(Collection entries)
● ● ●
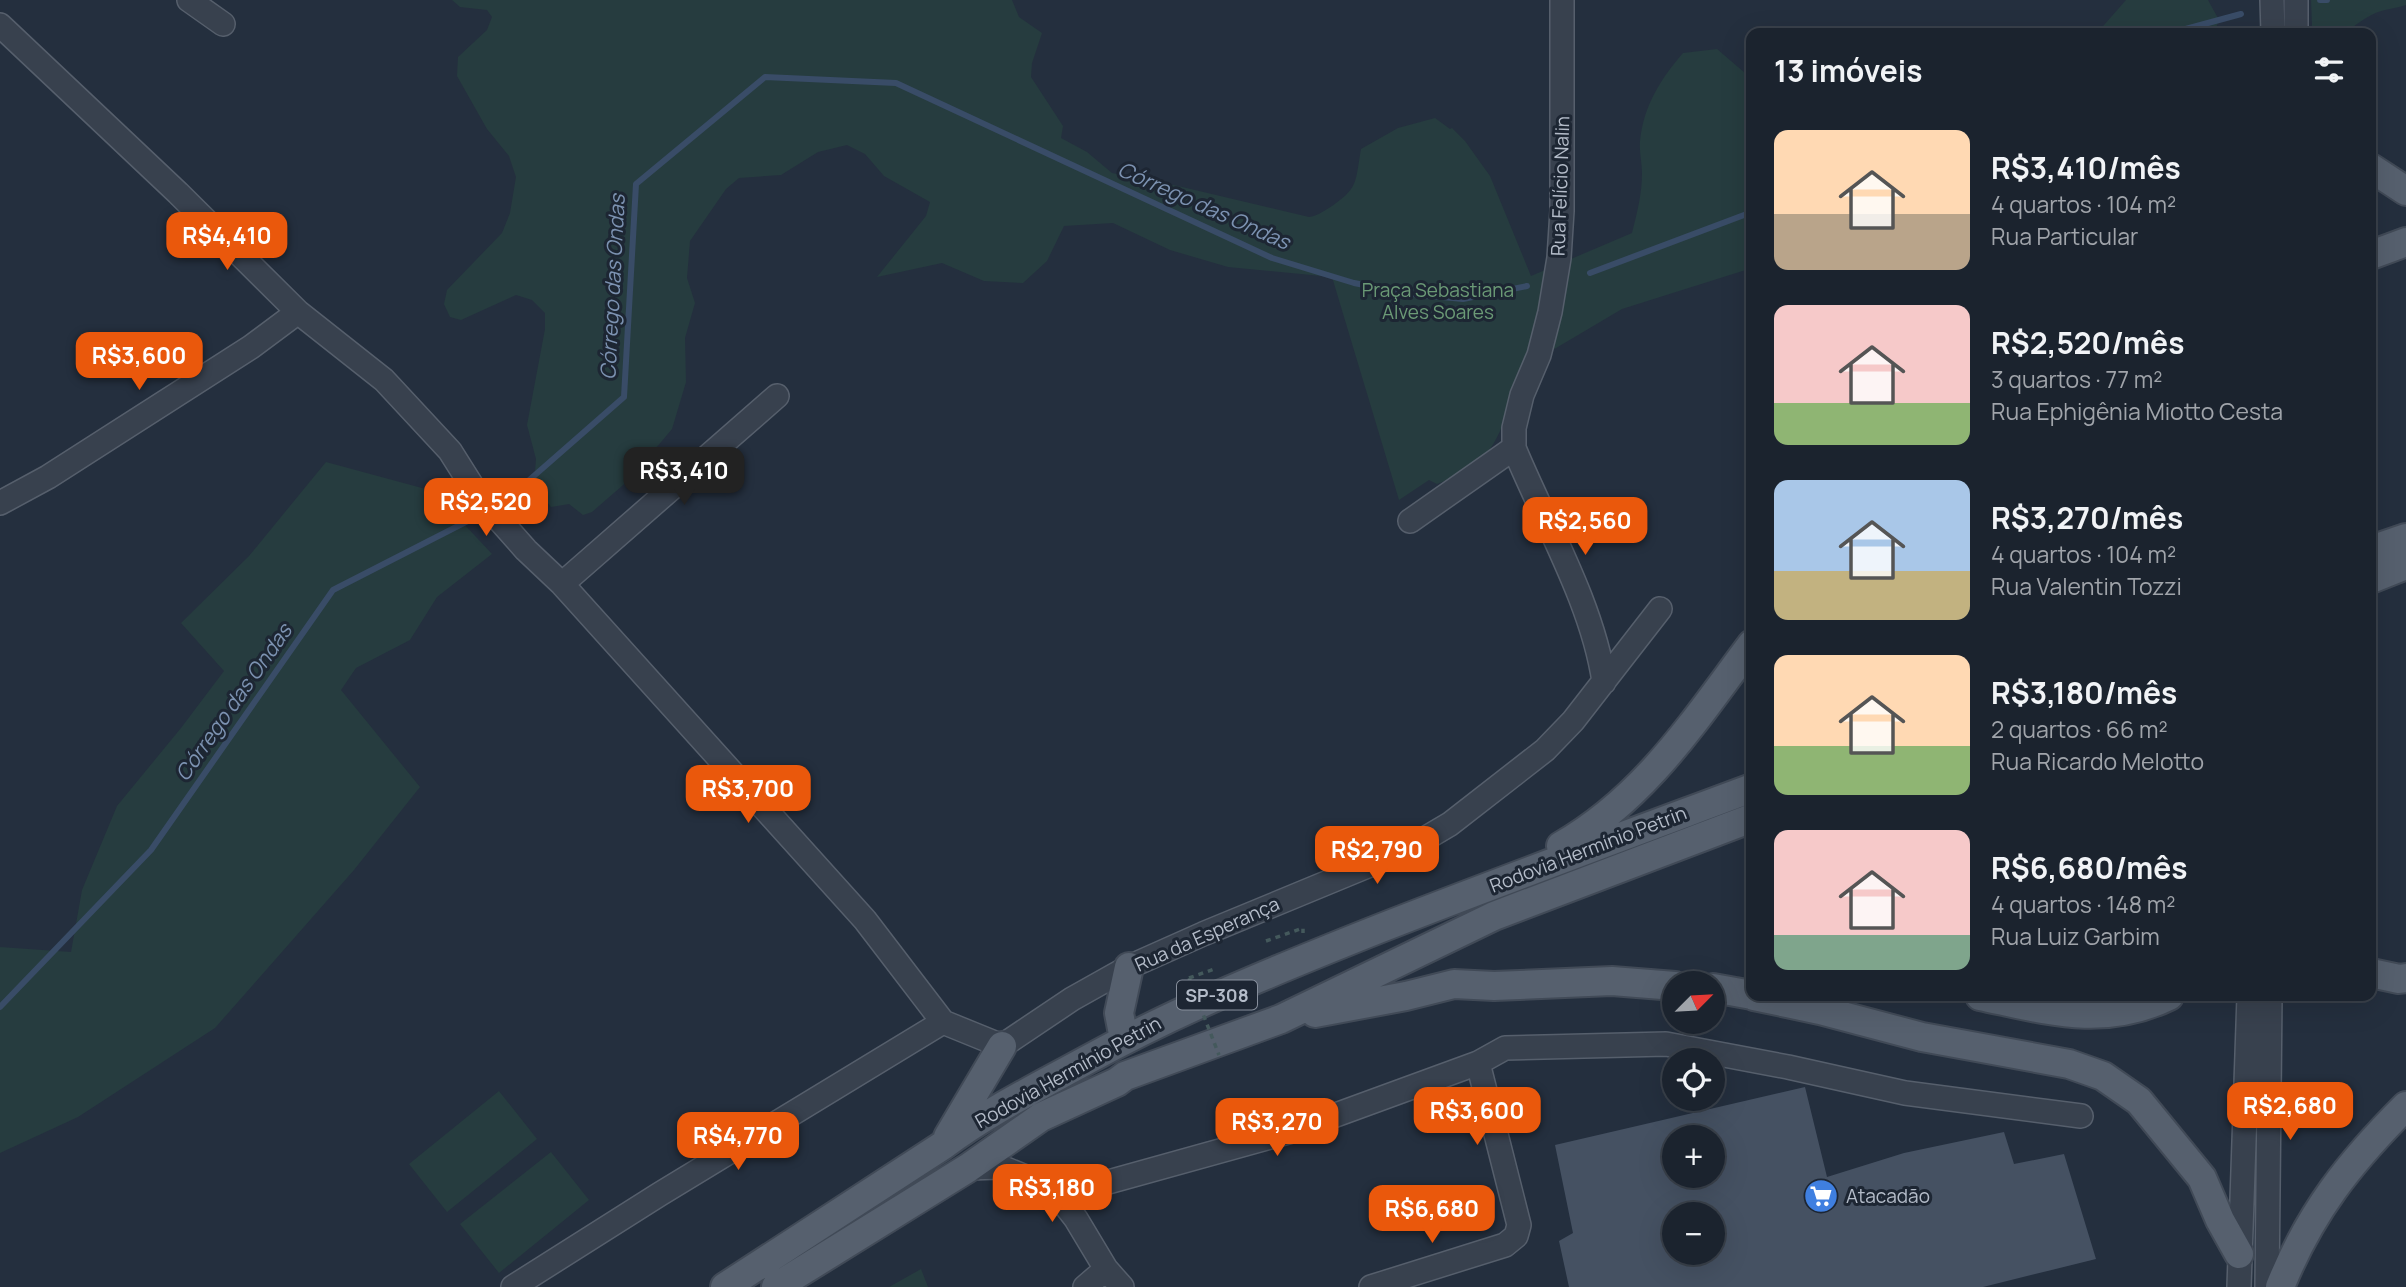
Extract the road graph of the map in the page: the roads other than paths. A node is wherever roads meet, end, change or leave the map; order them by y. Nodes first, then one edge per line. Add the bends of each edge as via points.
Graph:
1 (189, 0) edge
2 (1562, 0) edge
3 (2272, 0) edge
4 (2296, 0) edge
5 (223, 24) dead end
6 (0, 25) edge
7 (2273, 28) edge
8 (2296, 28) edge
9 (2376, 170) edge
10 (2406, 191) edge
11 (2406, 242) edge
12 (2376, 254) edge
13 (298, 312) junction
14 (777, 397) dead end
15 (1514, 448) junction
16 (0, 503) edge
17 (1409, 521) dead end
18 (2406, 538) edge
19 (2376, 548) edge
20 (2406, 565) edge
21 (2376, 577) edge
22 (562, 584) junction
23 (2406, 585) edge
24 (2376, 589) edge
25 (1660, 609) dead end
26 (1746, 652) edge
27 (1604, 682) junction
28 (1746, 790) edge
29 (1746, 820) edge
30 (1429, 909) junction
31 (1129, 967) junction
32 (2376, 974) edge
33 (2406, 978) edge
34 (1662, 985) edge
35 (1726, 990) edge
36 (1746, 994) edge
37 (1780, 1001) edge
38 (2006, 1001) edge
39 (2158, 1001) edge
40 (2249, 1001) edge
41 (2270, 1001) edge
42 (1281, 1019) junction
43 (943, 1022) junction
44 (1124, 1039) junction
45 (1002, 1046) junction
46 (1478, 1063) junction
47 (2406, 1106) edge
48 (2081, 1116) dead end
49 (942, 1146) junction
50 (968, 1168) junction
51 (1058, 1196) junction
52 (1106, 1269) junction
53 (2238, 1276) edge
54 (513, 1287) edge
55 (724, 1287) edge
56 (776, 1287) edge
57 (1085, 1287) edge
58 (1122, 1287) edge
59 (1371, 1287) edge
60 (2267, 1287) edge
61 (2280, 1287) edge

1 - 5 street
2 - 15 street, Rua Felício Nalin via 1559,258 1539,355 1514,428
3 - 7 street
4 - 8 street
6 - 13 street
9 - 10 main road
11 - 12 main road
13 - 16 street via 48,477
13 - 22 street via 384,380 450,451 479,497
14 - 22 street
15 - 17 street
15 - 27 street via 1590,625
18 - 19 main road
20 - 21 main road
22 - 43 street via 864,920
23 - 24 main road
25 - 27 street, Rua da Esperança
26 - 30 main road via 1665,759 1590,829
27 - 31 street, Rua da Esperança via 1545,750 1450,824 1406,850
28 - 30 main road, Rodovia Hermínio Petrin / SP-308
29 - 42 main road, Rodovia Hermínio Petrin / SP-308 via 1494,916
30 - 44 main road, Rodovia Hermínio Petrin / SP-308 via 1273,971
31 - 44 main road via 1119,1013
31 - 45 street, Rua da Esperança
32 - 33 main road
34 - 42 main road via 1612,981 1454,984
35 - 36 main road
37 - 53 main road via 1922,1037 2069,1064 2103,1076 2139,1101 2202,1178
38 - 39 main road via 2079,1015 2118,1014
40 - 53 street
41 - 60 street
42 - 50 main road, Rodovia Hermínio Petrin / SP-308 via 1125,1076 1041,1117
43 - 45 street
43 - 54 street
44 - 49 main road, Rodovia Hermínio Petrin / SP-308 via 970,1125
45 - 49 main road
46 - 48 street via 1505,1048 1666,1044 1905,1093
46 - 51 street via 1292,1131
46 - 59 street via 1519,1225 1513,1240
47 - 61 main road via 2364,1148 2331,1191 2302,1238
49 - 55 main road, Rodovia Hermínio Petrin / SP-308
50 - 51 street via 1001,1167
50 - 56 main road, Rodovia Hermínio Petrin / SP-308
51 - 52 street
52 - 57 street
52 - 58 street

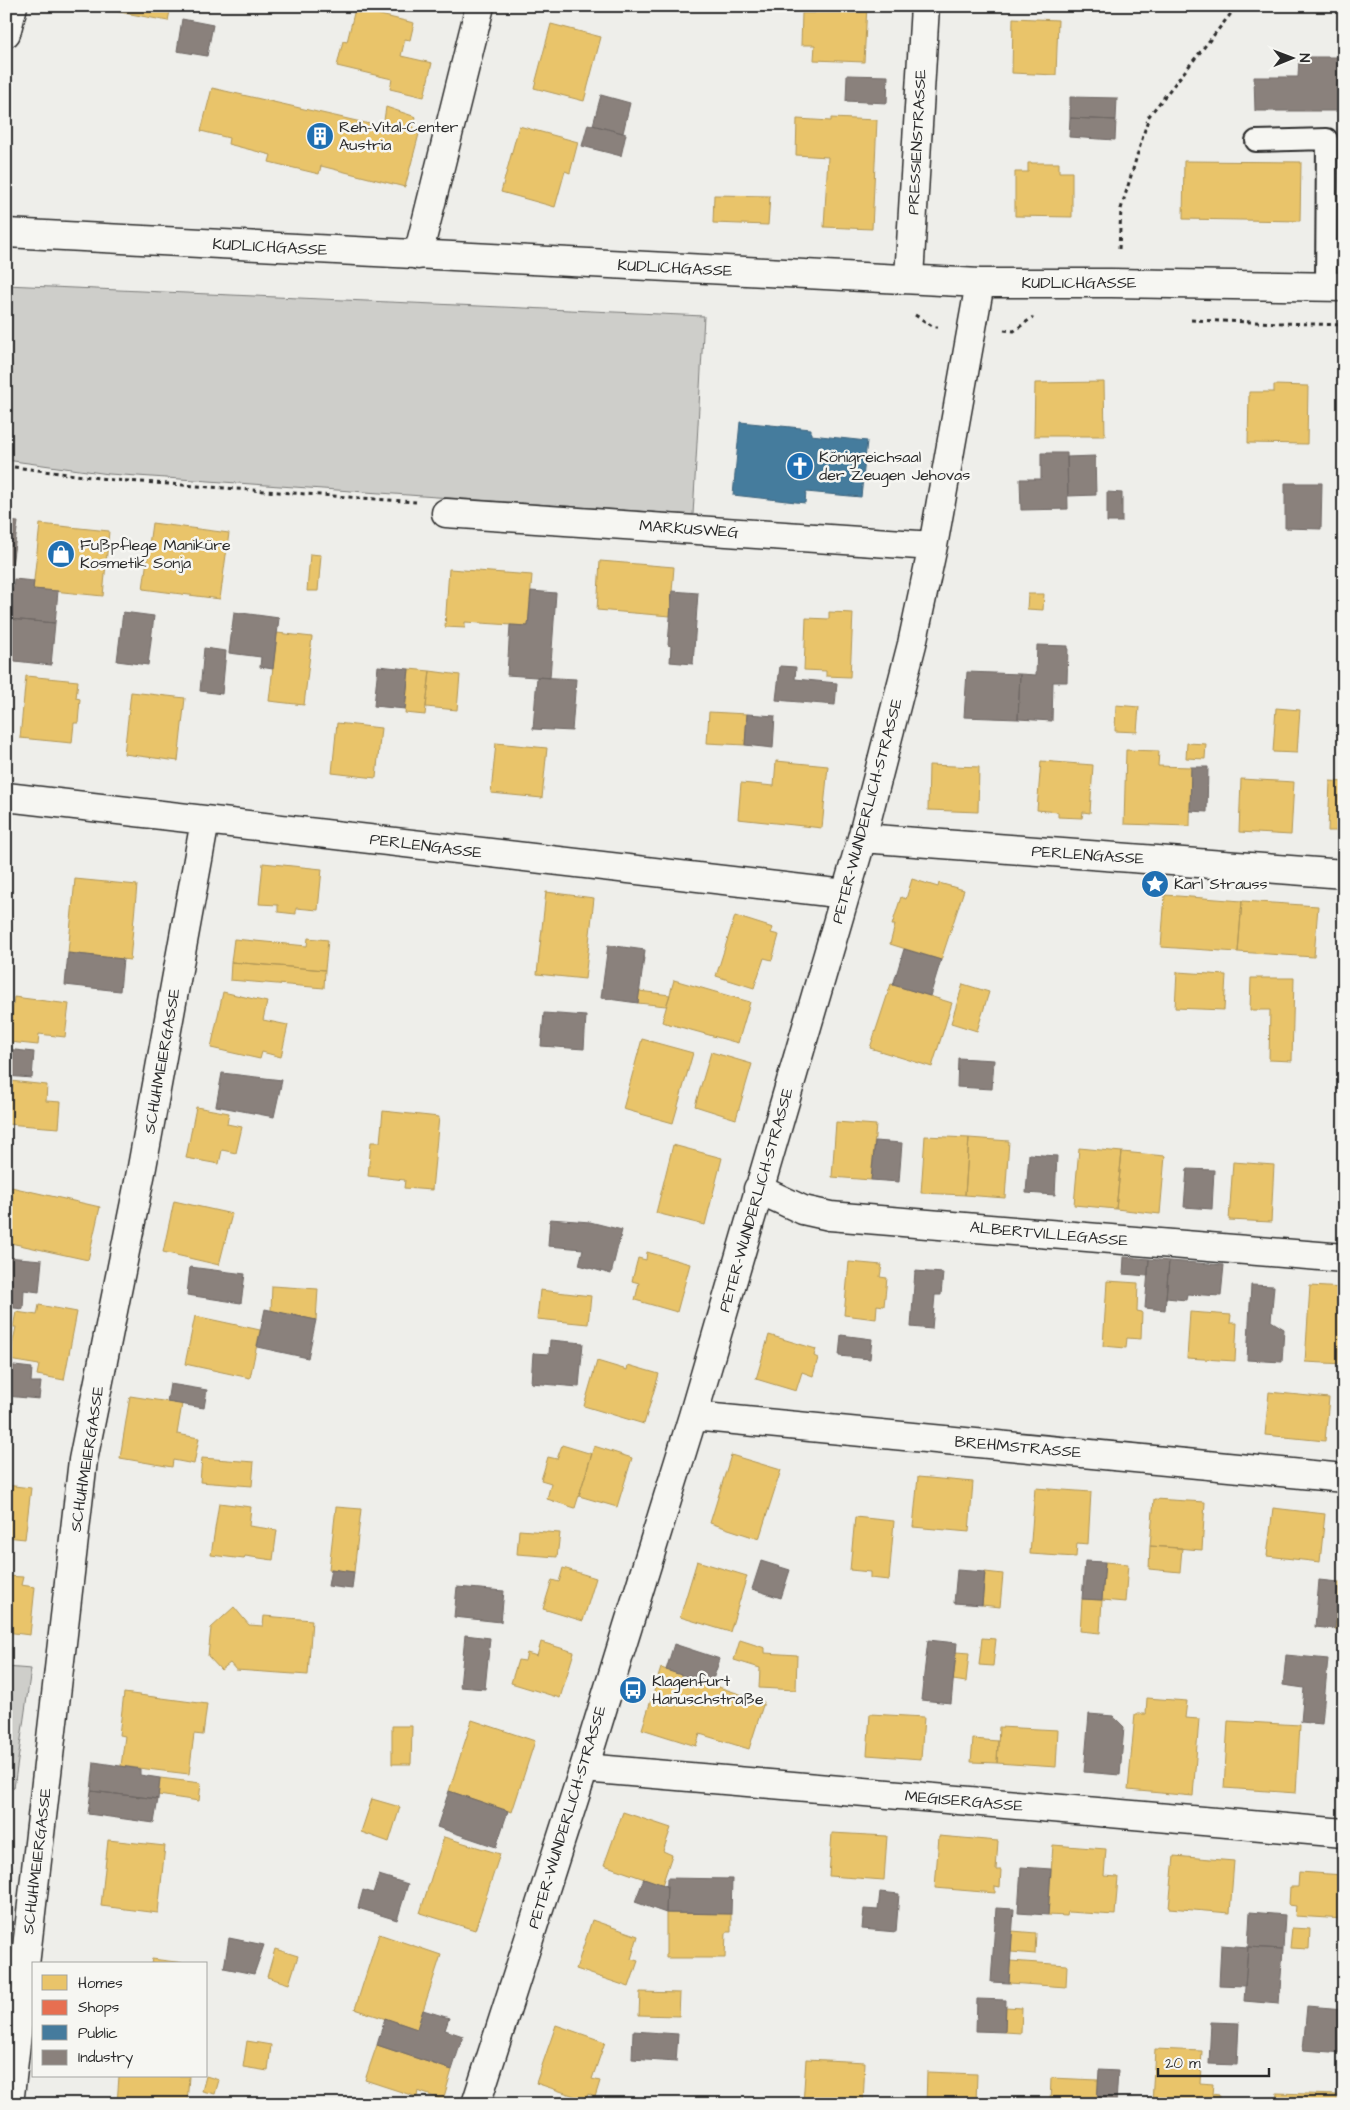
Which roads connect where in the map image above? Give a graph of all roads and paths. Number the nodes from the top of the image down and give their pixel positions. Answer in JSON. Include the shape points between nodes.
{"nodes":[{"id":1,"x":13,"y":6,"type":"edge"},
{"id":2,"x":480,"y":6,"type":"edge"},
{"id":3,"x":925,"y":6,"type":"edge"},
{"id":4,"x":1237,"y":6,"type":"edge"},
{"id":5,"x":6,"y":33,"type":"edge"},
{"id":6,"x":1256,"y":141,"type":"dead end"},
{"id":7,"x":6,"y":233,"type":"edge"},
{"id":8,"x":1118,"y":254,"type":"dead end"},
{"id":9,"x":418,"y":255,"type":"junction"},
{"id":10,"x":909,"y":278,"type":"junction"},
{"id":11,"x":980,"y":283,"type":"junction"},
{"id":12,"x":1335,"y":287,"type":"edge"},
{"id":13,"x":1034,"y":316,"type":"dead end"},
{"id":14,"x":1184,"y":320,"type":"dead end"},
{"id":15,"x":1344,"y":325,"type":"edge"},
{"id":16,"x":1014,"y":331,"type":"dead end"},
{"id":17,"x":6,"y":466,"type":"edge"},
{"id":18,"x":446,"y":513,"type":"joint"},
{"id":19,"x":933,"y":546,"type":"junction"},
{"id":20,"x":6,"y":797,"type":"edge"},
{"id":21,"x":206,"y":821,"type":"junction"},
{"id":22,"x":862,"y":838,"type":"junction"},
{"id":23,"x":1344,"y":874,"type":"edge"},
{"id":24,"x":845,"y":894,"type":"junction"},
{"id":25,"x":758,"y":1189,"type":"junction"},
{"id":26,"x":1344,"y":1258,"type":"edge"},
{"id":27,"x":693,"y":1416,"type":"junction"},
{"id":28,"x":1344,"y":1478,"type":"edge"},
{"id":29,"x":584,"y":1768,"type":"junction"},
{"id":30,"x":1344,"y":1833,"type":"edge"},
{"id":31,"x":9,"y":2104,"type":"edge"},
{"id":32,"x":476,"y":2104,"type":"edge"}],
"edges":[{"from":1,"to":5,"type":"street"},
{"from":2,"to":9,"type":"street"},
{"from":3,"to":10,"type":"street","name":"PRESSIENSTRASSE"},
{"from":4,"to":8,"type":"path","via":[[1149,116],[1121,210]]},
{"from":6,"to":12,"type":"lane","via":[[1327,139]]},
{"from":7,"to":9,"type":"street","name":"KUDLICHGASSE"},
{"from":9,"to":10,"type":"street","name":"KUDLICHGASSE"},
{"from":10,"to":11,"type":"street","name":"KUDLICHGASSE"},
{"from":11,"to":12,"type":"street","name":"KUDLICHGASSE"},
{"from":11,"to":19,"type":"street","name":"PETER-WUNDERLICH-STRASSE"},
{"from":13,"to":16,"type":"path"},
{"from":14,"to":15,"type":"path"},
{"from":17,"to":18,"type":"path","via":[[114,480],[435,503]]},
{"from":18,"to":19,"type":"street","name":"MARKUSWEG"},
{"from":19,"to":22,"type":"street","name":"PETER-WUNDERLICH-STRASSE","via":[[912,644]]},
{"from":20,"to":21,"type":"street","name":"PERLENGASSE"},
{"from":21,"to":24,"type":"street","name":"PERLENGASSE"},
{"from":21,"to":31,"type":"street","name":"SCHUHMEIERGASSE","via":[[83,1460]]},
{"from":22,"to":23,"type":"street","name":"PERLENGASSE"},
{"from":22,"to":24,"type":"street","name":"PETER-WUNDERLICH-STRASSE"},
{"from":24,"to":25,"type":"street","name":"PETER-WUNDERLICH-STRASSE"},
{"from":25,"to":26,"type":"street","name":"ALBERTVILLEGASSE","via":[[803,1210],[830,1216]]},
{"from":25,"to":27,"type":"street","name":"PETER-WUNDERLICH-STRASSE"},
{"from":27,"to":28,"type":"street","name":"BREHMSTRASSE"},
{"from":27,"to":29,"type":"street","name":"PETER-WUNDERLICH-STRASSE"},
{"from":29,"to":30,"type":"street","name":"MEGISERGASSE"},
{"from":29,"to":32,"type":"street","name":"PETER-WUNDERLICH-STRASSE"}]}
● ● ●
Exercise goal — Count how many lines in the data contain the word "Esperança". Reply with that number only.

Exercise answer — 3